Life expectancy of patients with congenital heart disease has improved over the past decades, increasing the need for a durable pulmonary prosthetic valve. Biological valves in various forms have become the valve of choice for pulmonary valve replacement (PVR), but structural valve deterioration is unavoidable in the long term. Use of a mechanical valve could be an alternative, but data on long-term outcomes are sparse.Methods:
We retrospectively collected and analyzed data on 364 patients with mechanical valves implanted in the pulmonary position between 1965 and 2014. The data originate from medical centers in Barcelona (Spain), Graz (Austria), Groningen (the Netherlands), Munich (Germany), Rochester (United States), Seoul (Republic of Korea), and Tehran (Iran).Results:
Median follow-up duration was 4.26 years (range, 0-27 years), mean age at implantation was 27.16 ± 12.2 years.
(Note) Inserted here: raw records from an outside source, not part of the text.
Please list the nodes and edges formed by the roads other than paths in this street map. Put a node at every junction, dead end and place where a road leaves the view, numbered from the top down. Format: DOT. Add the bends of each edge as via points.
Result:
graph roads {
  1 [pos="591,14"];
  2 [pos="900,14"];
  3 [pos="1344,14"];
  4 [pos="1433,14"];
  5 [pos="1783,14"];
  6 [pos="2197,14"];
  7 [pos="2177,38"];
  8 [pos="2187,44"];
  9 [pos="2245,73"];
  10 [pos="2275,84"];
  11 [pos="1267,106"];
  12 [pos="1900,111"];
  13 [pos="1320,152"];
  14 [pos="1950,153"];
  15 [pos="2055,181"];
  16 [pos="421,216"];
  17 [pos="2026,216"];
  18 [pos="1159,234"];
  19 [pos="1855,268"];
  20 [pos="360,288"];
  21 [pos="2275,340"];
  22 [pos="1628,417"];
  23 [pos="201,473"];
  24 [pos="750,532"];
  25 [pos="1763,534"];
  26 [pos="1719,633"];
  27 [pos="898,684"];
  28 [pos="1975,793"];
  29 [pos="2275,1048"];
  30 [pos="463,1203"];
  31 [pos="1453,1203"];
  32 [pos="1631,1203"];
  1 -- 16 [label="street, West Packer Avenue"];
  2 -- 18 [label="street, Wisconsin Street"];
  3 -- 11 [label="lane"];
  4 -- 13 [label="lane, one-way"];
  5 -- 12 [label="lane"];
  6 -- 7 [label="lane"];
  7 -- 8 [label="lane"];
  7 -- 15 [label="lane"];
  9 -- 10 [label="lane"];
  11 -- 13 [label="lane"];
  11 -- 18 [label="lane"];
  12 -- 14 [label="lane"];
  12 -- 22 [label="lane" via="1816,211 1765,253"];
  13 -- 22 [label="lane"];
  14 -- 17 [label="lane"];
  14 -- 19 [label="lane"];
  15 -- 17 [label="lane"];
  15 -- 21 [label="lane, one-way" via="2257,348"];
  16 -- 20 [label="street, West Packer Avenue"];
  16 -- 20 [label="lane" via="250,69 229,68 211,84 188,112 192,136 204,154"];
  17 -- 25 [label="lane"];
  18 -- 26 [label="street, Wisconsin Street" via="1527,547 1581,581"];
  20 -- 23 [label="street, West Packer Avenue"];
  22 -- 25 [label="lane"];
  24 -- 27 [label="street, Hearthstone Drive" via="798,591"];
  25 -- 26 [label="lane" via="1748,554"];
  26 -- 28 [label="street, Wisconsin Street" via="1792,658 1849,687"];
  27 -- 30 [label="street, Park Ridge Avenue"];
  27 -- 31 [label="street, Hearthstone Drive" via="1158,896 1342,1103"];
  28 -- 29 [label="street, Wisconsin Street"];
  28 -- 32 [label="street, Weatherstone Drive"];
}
Tetralogy of Fallot was the most common primary cardiac diagnosis, with a subgroup of 69.8%. Freedom from valvular thrombosis was 91% (95% confidence interval [CI], 87%-94%) at 5 years and 86% (95% CI, 81%-91%) at 10 years post-PVR. With a success rate up to 88%, thrombolysis was a successful therapy. Freedom from reoperation was 97% (95% CI, 94%-99%) at 5 years post-PVR and 91% (95% CI, 85%-95%) at 10 years.Conclusions:
Mechanical PVR is associated with a limited risk of valvular thrombosis. Thrombolysis was an effective treatment in the majority.